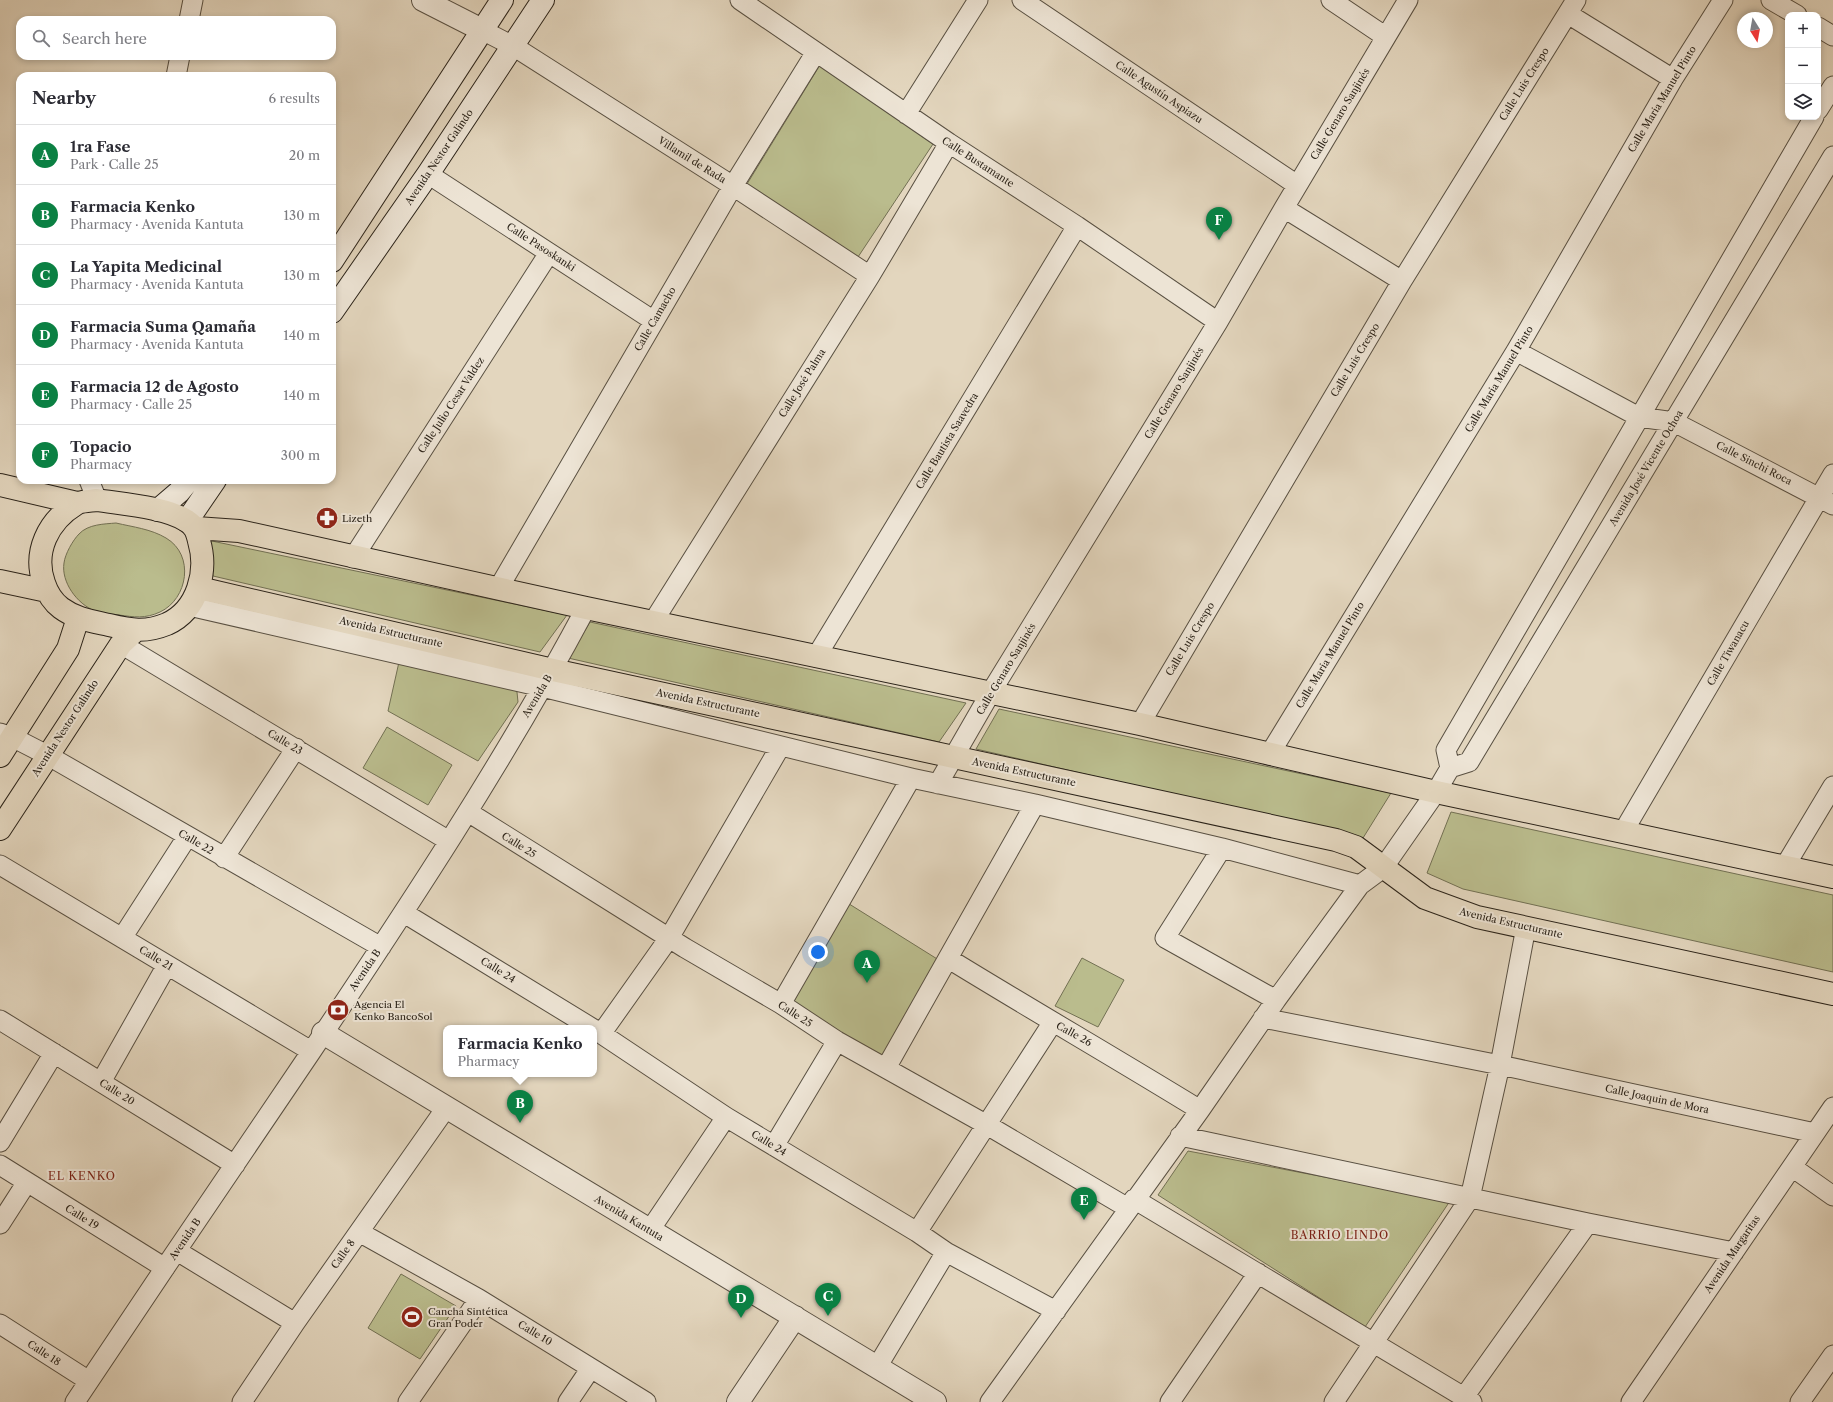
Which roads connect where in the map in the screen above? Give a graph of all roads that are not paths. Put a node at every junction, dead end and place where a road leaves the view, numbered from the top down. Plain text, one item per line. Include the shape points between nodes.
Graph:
1 (193, 0) edge
2 (423, 0) edge
3 (502, 0) edge
4 (543, 0) edge
5 (740, 0) edge
6 (978, 0) edge
7 (1022, 0) edge
8 (1331, 0) edge
9 (1408, 0) edge
10 (1723, 0) edge
11 (1771, 0) edge
12 (1572, 7) edge
13 (1791, 12) edge
14 (190, 16) edge
15 (1821, 29) edge
16 (482, 30) junction
17 (1833, 36) edge
18 (1386, 37) junction
19 (514, 46) junction
20 (816, 52) junction
21 (179, 60) edge
22 (177, 72) edge
23 (1672, 79) junction
24 (906, 114) junction
25 (1812, 120) edge
26 (948, 143) junction
27 (1833, 156) edge
28 (428, 174) junction
29 (1297, 185) junction
30 (734, 186) junction
31 (1284, 208) junction
32 (1077, 226) junction
33 (549, 252) junction
34 (336, 255) edge
35 (870, 276) junction
36 (1402, 281) junction
37 (336, 306) edge
38 (654, 321) junction
39 (1218, 322) junction
40 (1516, 352) junction
41 (1639, 417) junction
42 (1674, 422) junction
43 (1833, 474) edge
44 (89, 484) edge
45 (186, 484) edge
46 (213, 484) edge
47 (0, 485) edge
48 (1826, 501) edge
49 (87, 502) junction
50 (158, 510) junction
51 (191, 524) junction
52 (353, 558) junction
53 (0, 581) edge
54 (498, 589) junction
55 (47, 591) junction
56 (194, 597) junction
57 (586, 608) junction
58 (78, 618) junction
59 (653, 622) junction
60 (128, 637) junction
61 (816, 657) junction
62 (548, 678) junction
63 (991, 692) junction
64 (1140, 724) junction
65 (6, 735) edge
66 (780, 747) junction
67 (296, 748) junction
68 (47, 755) junction
69 (1269, 755) junction
70 (0, 756) edge
71 (953, 757) junction
72 (1450, 768) junction
73 (911, 778) junction
74 (938, 784) junction
75 (1833, 786) edge
76 (1436, 792) junction
77 (1035, 804) junction
78 (468, 812) junction
79 (0, 829) edge
80 (1623, 832) junction
81 (187, 837) junction
82 (449, 841) junction
83 (1222, 848) junction
84 (224, 858) junction
85 (0, 865) edge
86 (1785, 866) junction
87 (1383, 868) junction
88 (1833, 877) edge
89 (1360, 885) junction
90 (404, 913) junction
91 (1526, 927) junction
92 (122, 938) junction
93 (669, 938) junction
94 (381, 947) junction
95 (949, 959) junction
96 (167, 965) junction
97 (1833, 994) edge
98 (1276, 1000) junction
99 (781, 1004) junction
100 (1263, 1018) junction
101 (0, 1020) edge
102 (1052, 1022) junction
103 (588, 1025) edge
104 (597, 1029) edge
105 (597, 1031) edge
106 (323, 1034) junction
107 (837, 1041) junction
108 (311, 1051) junction
109 (54, 1053) junction
110 (1500, 1065) junction
111 (886, 1068) junction
112 (101, 1082) junction
113 (1833, 1107) edge
114 (446, 1108) junction
115 (1200, 1110) junction
116 (726, 1117) junction
117 (987, 1125) junction
118 (1815, 1133) junction
119 (1180, 1136) junction
120 (0, 1142) edge
121 (774, 1146) junction
122 (0, 1165) edge
123 (235, 1165) junction
124 (1792, 1167) junction
125 (27, 1182) junction
126 (1833, 1196) edge
127 (1470, 1198) junction
128 (1131, 1204) junction
129 (1588, 1223) junction
130 (0, 1224) edge
131 (650, 1230) junction
132 (359, 1232) junction
133 (917, 1232) junction
134 (177, 1250) junction
135 (946, 1252) junction
136 (1734, 1252) junction
137 (165, 1268) junction
138 (1258, 1273) junction
139 (479, 1299) junction
140 (1056, 1311) junction
141 (795, 1318) junction
142 (295, 1323) junction
143 (0, 1324) edge
144 (1372, 1344) junction
145 (1831, 1361) edge
146 (877, 1367) junction
147 (591, 1368) junction
148 (89, 1381) junction
149 (1468, 1400) edge
150 (75, 1402) edge
151 (242, 1402) edge
152 (408, 1402) edge
153 (568, 1402) edge
154 (646, 1402) edge
155 (738, 1402) edge
156 (935, 1402) edge
157 (990, 1402) edge
158 (1170, 1402) edge
159 (1334, 1402) edge
160 (1631, 1402) edge
161 (1800, 1402) edge

1 - 14 street
2 - 16 street
3 - 16 street
4 - 19 street, Avenida Nestor Galindo
5 - 20 street, Calle Bustamante
6 - 24 street
7 - 29 street, Calle Agustín Aspiazu
8 - 18 street
9 - 18 street, Calle Genaro Sanjinés
10 - 23 street, Calle Maria Manuel Pinto
11 - 13 street
12 - 23 street
12 - 36 street, Calle Luis Crespo
15 - 17 street
16 - 19 street, Villamil de Rada
16 - 34 street
18 - 29 street, Calle Genaro Sanjinés
19 - 28 street, Avenida Nestor Galindo
19 - 30 street, Villamil de Rada
20 - 24 street, Calle Bustamante
20 - 30 street, Calle Camacho
21 - 22 street
23 - 40 street, Calle Maria Manuel Pinto
24 - 26 street, Calle Bustamante
25 - 41 street
26 - 32 street, Calle Bustamante
26 - 35 street, Calle José Palma
27 - 42 street, Avenida José Vicente Ochoa
28 - 33 street, Calle Pasoskanki
28 - 37 street, Avenida Nestor Galindo
29 - 31 street, Calle Genaro Sanjinés
30 - 35 street, Villamil de Rada
30 - 38 street, Calle Camacho
31 - 36 street
31 - 39 street, Calle Genaro Sanjinés
32 - 39 street, Calle Bustamante
32 - 61 street, Calle Bautista Saavedra
33 - 38 street, Calle Pasoskanki
33 - 52 street, Calle Julio Cesar Valdez
35 - 59 street, Calle José Palma
36 - 64 street, Calle Luis Crespo
38 - 54 street, Calle Camacho
39 - 63 street, Calle Genaro Sanjinés
40 - 41 street, Calle Sinchi Roca
40 - 69 street, Calle Maria Manuel Pinto
41 - 42 street, Calle Sinchi Roca
41 - 72 street via 1446,750
42 - 48 street, Calle Sinchi Roca
42 - 72 street, Avenida José Vicente Ochoa via 1469,762
43 - 48 street, Calle Tiwanacu
44 - 49 street
45 - 50 street
46 - 51 street
47 - 49 main road
48 - 80 street, Calle Tiwanacu
49 - 50 main road
49 - 55 main road via 60,516 47,532 40,551 40,572
50 - 51 main road
51 - 52 main road via 239,531
51 - 56 main road via 202,551
52 - 54 main road
53 - 55 main road
54 - 57 main road
55 - 58 main road via 60,607
56 - 60 main road via 174,620
56 - 62 main road, Avenida Estructurante
57 - 59 main road
57 - 62 street, Avenida B
58 - 60 main road
58 - 65 main road via 68,649
59 - 61 main road
60 - 67 street, Calle 23
60 - 68 main road, Avenida Nestor Galindo
61 - 63 main road
62 - 66 street, Avenida Estructurante
62 - 71 main road, Avenida Estructurante
62 - 78 street, Avenida B
63 - 64 main road
63 - 71 street, Calle Genaro Sanjinés
64 - 69 main road
65 - 68 street, Calle 22
65 - 70 main road
66 - 73 street, Avenida Estructurante
66 - 93 street
67 - 82 street, Calle 23
67 - 84 street
68 - 79 main road, Avenida Nestor Galindo
68 - 81 street, Calle 22
69 - 76 main road
71 - 74 street, Calle Genaro Sanjinés
71 - 87 main road, Avenida Estructurante via 1336,840 1356,848
72 - 76 street
73 - 74 street, Avenida Estructurante
73 - 99 street
74 - 77 street, Avenida Estructurante
75 - 86 street
76 - 80 main road
76 - 87 street
77 - 83 street, Avenida Estructurante
77 - 95 street
78 - 82 street, Avenida B
78 - 93 street, Calle 25
80 - 86 main road
81 - 84 street, Calle 22
81 - 92 street
82 - 90 street, Avenida B
83 - 89 street, Avenida Estructurante
83 - 98 street via 1164,938
84 - 94 street, Calle 22
85 - 92 street, Calle 21
86 - 88 main road
87 - 89 street
87 - 91 main road, Avenida Estructurante via 1425,898 1477,917
89 - 98 street
90 - 94 street, Avenida B
90 - 103 street, Calle 24
91 - 97 main road, Avenida Estructurante
91 - 110 street
92 - 96 street, Calle 21
93 - 99 street, Calle 25
93 - 104 street
94 - 106 street, Avenida B
95 - 102 street, Calle 26
95 - 111 street
96 - 108 street, Calle 21
96 - 112 street
98 - 100 street
99 - 107 street, Calle 25
100 - 110 street, Calle Joaquin de Mora
100 - 115 street
101 - 109 street, Calle 20
102 - 115 street, Calle 26
102 - 117 street
105 - 116 street, Calle 24
106 - 108 street, Avenida B
106 - 114 street, Avenida Kantuta
107 - 111 street, Calle 25
107 - 121 street
108 - 123 street, Avenida B
109 - 112 street, Calle 20
109 - 120 street
110 - 118 street, Calle Joaquin de Mora
110 - 127 street
111 - 117 street, Calle 25
112 - 123 street, Calle 20
113 - 118 street, Avenida Margaritas
114 - 131 street, Avenida Kantuta
114 - 132 street, Calle 8
115 - 119 street
116 - 121 street, Calle 24
116 - 131 street
117 - 128 street, Calle 25
117 - 133 street
118 - 124 street, Avenida Margaritas
119 - 127 street
119 - 128 street
121 - 133 street, Calle 24
122 - 125 street, Calle 19
123 - 134 street, Avenida B
124 - 126 street
124 - 136 street, Avenida Margaritas
125 - 130 street
125 - 137 street, Calle 19
127 - 129 street
127 - 144 street
128 - 138 street, Calle 25
128 - 140 street
129 - 136 street
129 - 149 street
131 - 141 street, Avenida Kantuta
132 - 139 street, Calle 10
132 - 142 street, Calle 8
133 - 135 street, Calle 24
134 - 137 street, Avenida B
134 - 142 street
135 - 140 street, Calle 24
135 - 146 street
136 - 160 street, Avenida Margaritas
137 - 148 street, Avenida B
138 - 144 street, Calle 25
138 - 158 street
139 - 147 street, Calle 10
139 - 152 street
140 - 157 street
141 - 146 street, Avenida Kantuta
141 - 155 street
142 - 151 street, Calle 8
143 - 148 street, Calle 18
144 - 149 street, Calle 25
144 - 159 street
145 - 161 street
146 - 156 street, Avenida Kantuta
147 - 153 street
147 - 154 street, Calle 10
148 - 150 street, Avenida B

* [To do]: In the preceding material, find each line holding the word "Sinchi" and copy it out.

* [Task answer]:
40 - 41 street, Calle Sinchi Roca
41 - 42 street, Calle Sinchi Roca
42 - 48 street, Calle Sinchi Roca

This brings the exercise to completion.